EXERCISE DATA ▸

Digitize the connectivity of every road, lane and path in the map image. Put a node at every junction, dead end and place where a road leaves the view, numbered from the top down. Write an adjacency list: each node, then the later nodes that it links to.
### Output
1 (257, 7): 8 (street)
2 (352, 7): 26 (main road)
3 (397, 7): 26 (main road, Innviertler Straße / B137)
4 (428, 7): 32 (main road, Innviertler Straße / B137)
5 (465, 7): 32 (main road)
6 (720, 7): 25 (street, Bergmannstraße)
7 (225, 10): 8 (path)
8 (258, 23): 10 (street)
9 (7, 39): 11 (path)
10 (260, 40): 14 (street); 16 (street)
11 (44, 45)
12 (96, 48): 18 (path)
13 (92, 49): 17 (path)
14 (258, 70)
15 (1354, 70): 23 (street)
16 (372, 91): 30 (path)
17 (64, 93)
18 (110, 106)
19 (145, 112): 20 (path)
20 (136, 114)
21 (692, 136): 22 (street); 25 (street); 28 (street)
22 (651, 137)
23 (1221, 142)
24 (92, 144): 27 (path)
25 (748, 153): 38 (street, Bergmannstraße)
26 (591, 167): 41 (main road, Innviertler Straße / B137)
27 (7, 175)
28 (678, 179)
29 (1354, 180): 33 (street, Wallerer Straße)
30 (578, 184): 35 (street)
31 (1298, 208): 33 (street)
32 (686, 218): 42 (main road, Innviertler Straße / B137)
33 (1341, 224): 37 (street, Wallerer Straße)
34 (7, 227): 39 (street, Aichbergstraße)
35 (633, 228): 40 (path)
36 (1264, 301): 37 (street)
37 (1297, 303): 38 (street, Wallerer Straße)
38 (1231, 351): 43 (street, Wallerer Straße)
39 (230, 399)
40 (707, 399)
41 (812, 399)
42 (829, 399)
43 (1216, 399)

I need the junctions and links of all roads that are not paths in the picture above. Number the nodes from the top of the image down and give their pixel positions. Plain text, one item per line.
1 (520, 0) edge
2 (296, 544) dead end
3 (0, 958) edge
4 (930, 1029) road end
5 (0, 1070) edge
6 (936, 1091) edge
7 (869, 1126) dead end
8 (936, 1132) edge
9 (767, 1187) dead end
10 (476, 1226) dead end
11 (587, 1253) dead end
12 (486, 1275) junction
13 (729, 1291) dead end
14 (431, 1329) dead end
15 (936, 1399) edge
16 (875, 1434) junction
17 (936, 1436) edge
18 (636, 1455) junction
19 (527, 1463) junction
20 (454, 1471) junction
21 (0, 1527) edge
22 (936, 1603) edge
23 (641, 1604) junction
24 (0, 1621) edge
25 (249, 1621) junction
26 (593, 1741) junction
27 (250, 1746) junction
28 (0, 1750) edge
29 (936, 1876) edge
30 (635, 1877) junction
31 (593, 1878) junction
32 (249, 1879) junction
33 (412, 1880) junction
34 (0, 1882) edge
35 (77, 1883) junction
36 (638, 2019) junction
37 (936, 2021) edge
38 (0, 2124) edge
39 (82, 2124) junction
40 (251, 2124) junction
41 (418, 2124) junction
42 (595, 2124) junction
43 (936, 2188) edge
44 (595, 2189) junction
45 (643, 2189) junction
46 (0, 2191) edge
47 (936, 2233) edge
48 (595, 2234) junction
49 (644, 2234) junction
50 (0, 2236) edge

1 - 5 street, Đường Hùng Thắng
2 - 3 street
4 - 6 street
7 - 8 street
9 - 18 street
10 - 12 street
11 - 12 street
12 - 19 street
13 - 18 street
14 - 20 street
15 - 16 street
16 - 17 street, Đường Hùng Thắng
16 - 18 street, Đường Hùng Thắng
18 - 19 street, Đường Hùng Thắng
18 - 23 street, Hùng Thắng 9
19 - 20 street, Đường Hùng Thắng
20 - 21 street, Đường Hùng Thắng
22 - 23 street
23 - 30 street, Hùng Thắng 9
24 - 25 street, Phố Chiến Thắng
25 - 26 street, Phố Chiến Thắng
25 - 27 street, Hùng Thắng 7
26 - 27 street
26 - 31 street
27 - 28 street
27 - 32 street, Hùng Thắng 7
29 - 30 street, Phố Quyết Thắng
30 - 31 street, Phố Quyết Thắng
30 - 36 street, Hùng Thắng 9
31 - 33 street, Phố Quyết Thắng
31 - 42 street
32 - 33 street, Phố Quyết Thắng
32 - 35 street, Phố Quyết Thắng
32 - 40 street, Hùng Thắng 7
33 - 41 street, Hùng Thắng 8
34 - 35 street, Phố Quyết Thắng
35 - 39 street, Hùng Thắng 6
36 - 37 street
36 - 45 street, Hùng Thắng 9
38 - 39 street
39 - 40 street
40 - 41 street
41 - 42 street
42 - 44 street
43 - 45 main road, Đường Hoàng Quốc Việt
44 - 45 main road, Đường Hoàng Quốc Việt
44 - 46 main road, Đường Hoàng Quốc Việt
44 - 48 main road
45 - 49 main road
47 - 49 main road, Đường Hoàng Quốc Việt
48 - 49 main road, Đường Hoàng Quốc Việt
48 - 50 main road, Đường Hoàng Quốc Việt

WHAT TO PRODUCE ▸ List every line above that holds the word "Đường".

EXPECTED ANSWER ▸
1 - 5 street, Đường Hùng Thắng
16 - 17 street, Đường Hùng Thắng
16 - 18 street, Đường Hùng Thắng
18 - 19 street, Đường Hùng Thắng
19 - 20 street, Đường Hùng Thắng
20 - 21 street, Đường Hùng Thắng
43 - 45 main road, Đường Hoàng Quốc Việt
44 - 45 main road, Đường Hoàng Quốc Việt
44 - 46 main road, Đường Hoàng Quốc Việt
47 - 49 main road, Đường Hoàng Quốc Việt
48 - 49 main road, Đường Hoàng Quốc Việt
48 - 50 main road, Đường Hoàng Quốc Việt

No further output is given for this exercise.